(Collected data entries)
*** Block opens ***
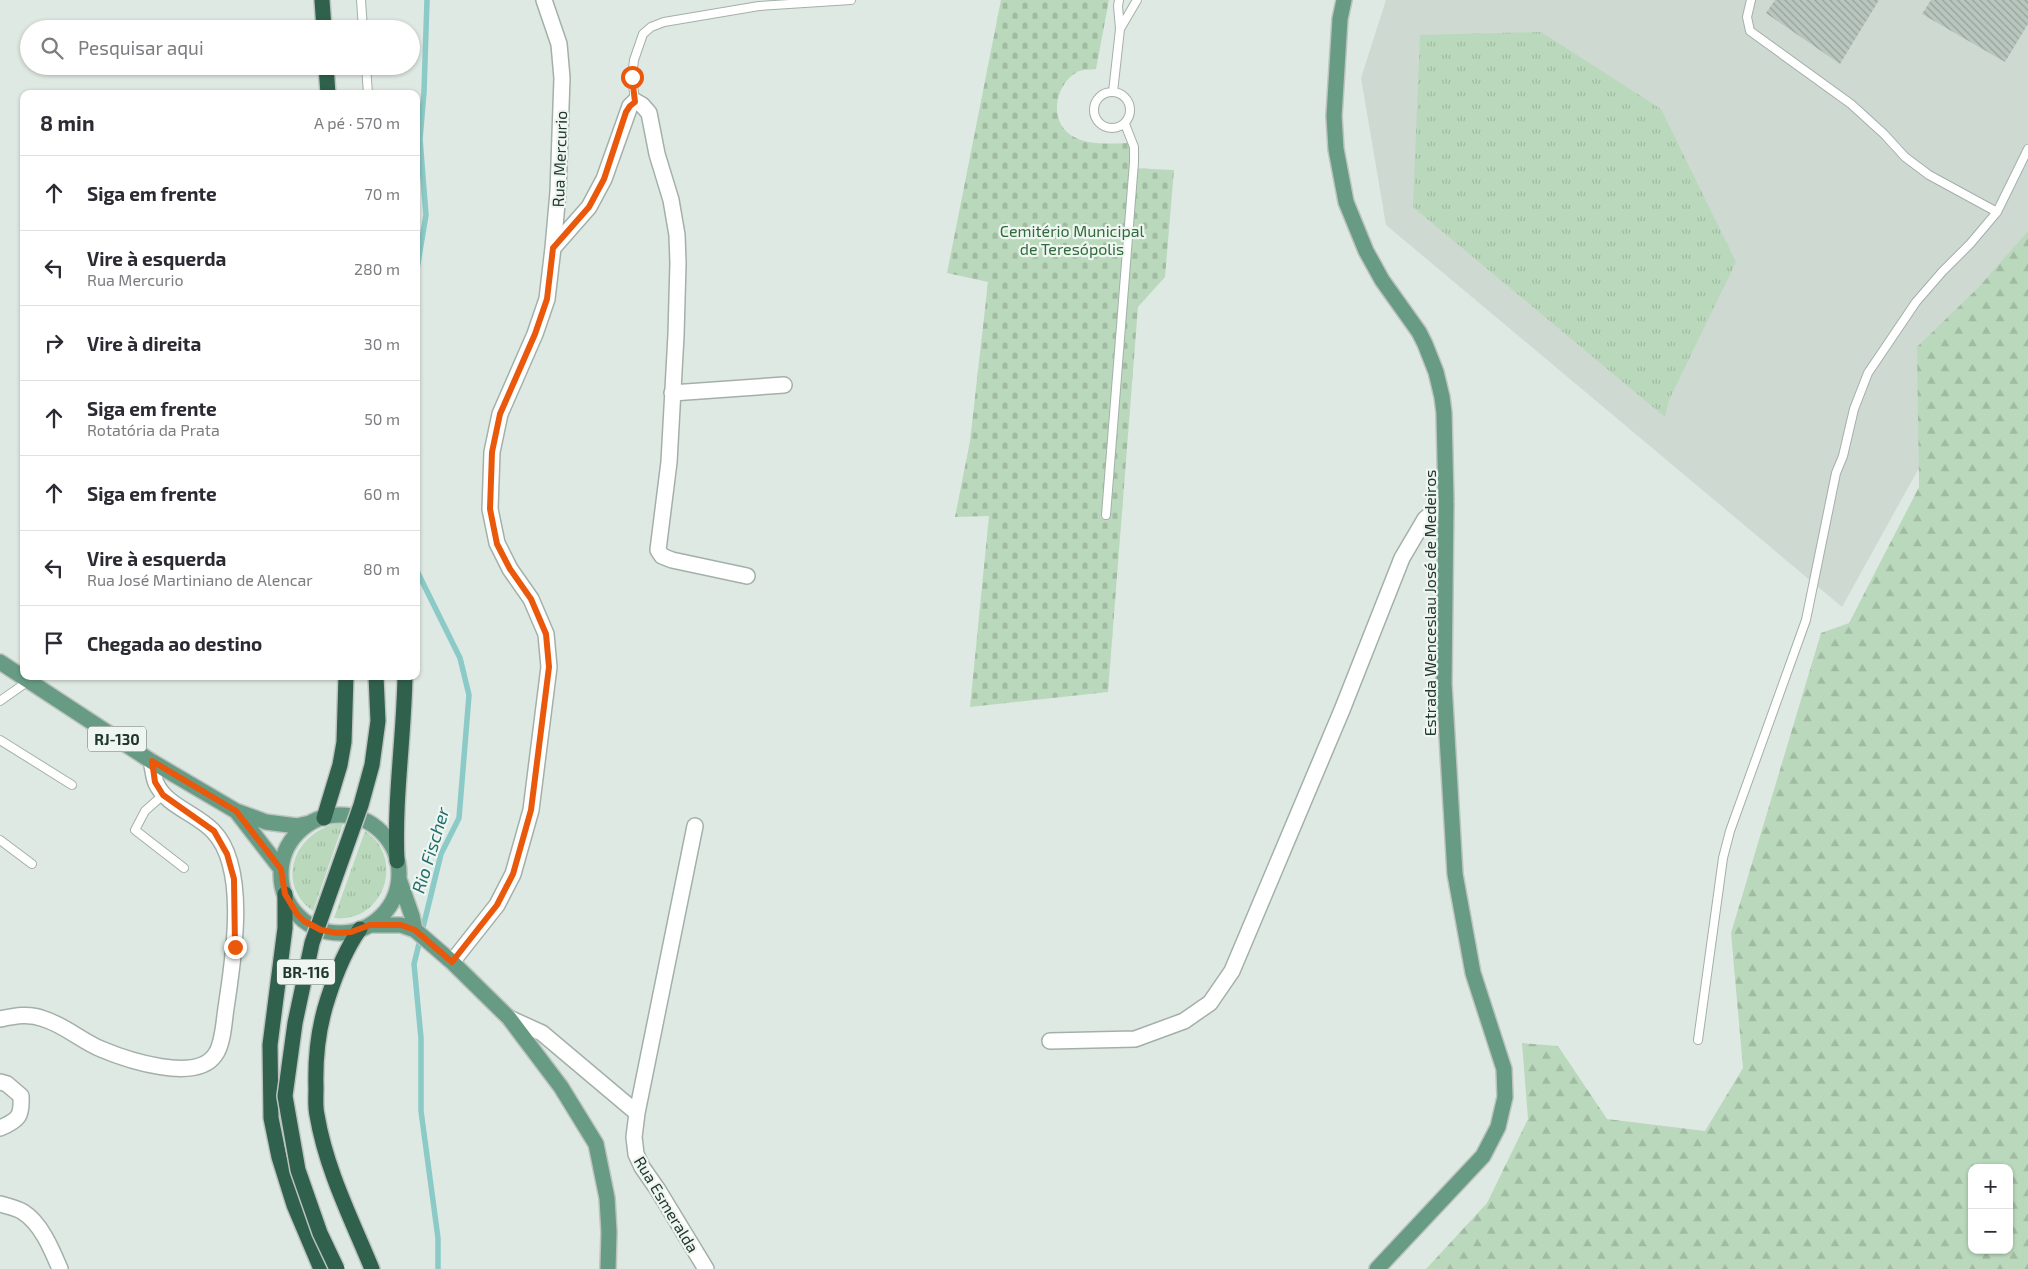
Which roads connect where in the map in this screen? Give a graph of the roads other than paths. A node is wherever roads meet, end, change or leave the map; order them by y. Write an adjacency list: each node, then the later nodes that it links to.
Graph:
1 (322, 0): 9 (highway)
2 (361, 0): 10 (lane)
3 (544, 0): 21 (street, Rua Mercurio)
4 (851, 0): 17 (lane)
5 (1119, 0): 11 (lane)
6 (1136, 0): 11 (lane)
7 (1344, 0): 24 (main road, Estrada Wenceslau José de Medeiros)
8 (1751, 0): 20 (lane)
9 (323, 20)
10 (362, 20)
11 (1120, 29): 16 (lane)
12 (327, 75): 14 (highway)
13 (367, 75): 15 (lane)
14 (328, 90)
15 (368, 90)
16 (1113, 92): 18 (lane); 18 (lane)
17 (635, 102): 21 (street); 23 (street)
18 (1125, 124): 25 (lane)
19 (2028, 149): 20 (lane)
20 (1997, 212): 54 (lane)
21 (553, 248): 51 (street, Rua Mercurio)
22 (784, 385): 23 (street)
23 (672, 393): 26 (street)
24 (1446, 501): 55 (street); 66 (main road, Estrada Wenceslau José de Medeiros)
25 (1106, 515)
26 (747, 576)
27 (0, 662): 28 (main road, RJ-130)
28 (20, 677)
29 (24, 680): 33 (main road, RJ-130)
30 (346, 680): 40 (highway)
31 (376, 680): 62 (highway, BR-116, bridge)
32 (405, 680): 43 (highway)
33 (27, 682): 34 (lane); 36 (main road, RJ-130)
34 (0, 702)
35 (0, 740): 37 (lane)
36 (152, 761): 38 (street); 39 (main road, RJ-130)
37 (72, 785)
38 (163, 795): 45 (lane); 53 (street)
39 (236, 811): 40 (main road, RJ-130); 46 (main road, RJ-130)
40 (319, 820): 43 (main road, RJ-130); 46 (main road, RJ-130)
41 (695, 826): 57 (street, Rua Esmeralda)
42 (0, 840): 44 (lane)
43 (396, 861): 47 (main road, RJ-130)
44 (32, 864)
45 (184, 868)
46 (281, 869): 48 (main road, RJ-130)
47 (399, 879): 49 (main road, RJ-130); 50 (main road)
48 (285, 894): 49 (main road, RJ-130); 61 (highway)
49 (365, 927): 50 (main road); 63 (highway)
50 (417, 932): 51 (main road)
51 (452, 962): 52 (main road)
52 (509, 1018): 57 (street); 64 (main road)
53 (0, 1020)
54 (1698, 1040)
55 (1050, 1041)
56 (0, 1082): 58 (street)
57 (637, 1113): 65 (street, Rua Esmeralda)
58 (0, 1128)
59 (0, 1204): 60 (street)
60 (60, 1269)
61 (321, 1269)
62 (337, 1269)
63 (372, 1269)
64 (608, 1269)
65 (706, 1269)
66 (1377, 1269)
*** Block closes ***
### GOAL OF THE EXERCISE
Write out each entry again exactly, and skip the pictures.

### WRITTEN RESPONSE
Which roads connect where in the map in this screen? Give a graph of the roads other than paths. A node is wherever roads meet, end, change or leave the map; order them by y. Write an adjacency list: each node, then the later nodes that it links to.
Graph:
1 (322, 0): 9 (highway)
2 (361, 0): 10 (lane)
3 (544, 0): 21 (street, Rua Mercurio)
4 (851, 0): 17 (lane)
5 (1119, 0): 11 (lane)
6 (1136, 0): 11 (lane)
7 (1344, 0): 24 (main road, Estrada Wenceslau José de Medeiros)
8 (1751, 0): 20 (lane)
9 (323, 20)
10 (362, 20)
11 (1120, 29): 16 (lane)
12 (327, 75): 14 (highway)
13 (367, 75): 15 (lane)
14 (328, 90)
15 (368, 90)
16 (1113, 92): 18 (lane); 18 (lane)
17 (635, 102): 21 (street); 23 (street)
18 (1125, 124): 25 (lane)
19 (2028, 149): 20 (lane)
20 (1997, 212): 54 (lane)
21 (553, 248): 51 (street, Rua Mercurio)
22 (784, 385): 23 (street)
23 (672, 393): 26 (street)
24 (1446, 501): 55 (street); 66 (main road, Estrada Wenceslau José de Medeiros)
25 (1106, 515)
26 (747, 576)
27 (0, 662): 28 (main road, RJ-130)
28 (20, 677)
29 (24, 680): 33 (main road, RJ-130)
30 (346, 680): 40 (highway)
31 (376, 680): 62 (highway, BR-116, bridge)
32 (405, 680): 43 (highway)
33 (27, 682): 34 (lane); 36 (main road, RJ-130)
34 (0, 702)
35 (0, 740): 37 (lane)
36 (152, 761): 38 (street); 39 (main road, RJ-130)
37 (72, 785)
38 (163, 795): 45 (lane); 53 (street)
39 (236, 811): 40 (main road, RJ-130); 46 (main road, RJ-130)
40 (319, 820): 43 (main road, RJ-130); 46 (main road, RJ-130)
41 (695, 826): 57 (street, Rua Esmeralda)
42 (0, 840): 44 (lane)
43 (396, 861): 47 (main road, RJ-130)
44 (32, 864)
45 (184, 868)
46 (281, 869): 48 (main road, RJ-130)
47 (399, 879): 49 (main road, RJ-130); 50 (main road)
48 (285, 894): 49 (main road, RJ-130); 61 (highway)
49 (365, 927): 50 (main road); 63 (highway)
50 (417, 932): 51 (main road)
51 (452, 962): 52 (main road)
52 (509, 1018): 57 (street); 64 (main road)
53 (0, 1020)
54 (1698, 1040)
55 (1050, 1041)
56 (0, 1082): 58 (street)
57 (637, 1113): 65 (street, Rua Esmeralda)
58 (0, 1128)
59 (0, 1204): 60 (street)
60 (60, 1269)
61 (321, 1269)
62 (337, 1269)
63 (372, 1269)
64 (608, 1269)
65 (706, 1269)
66 (1377, 1269)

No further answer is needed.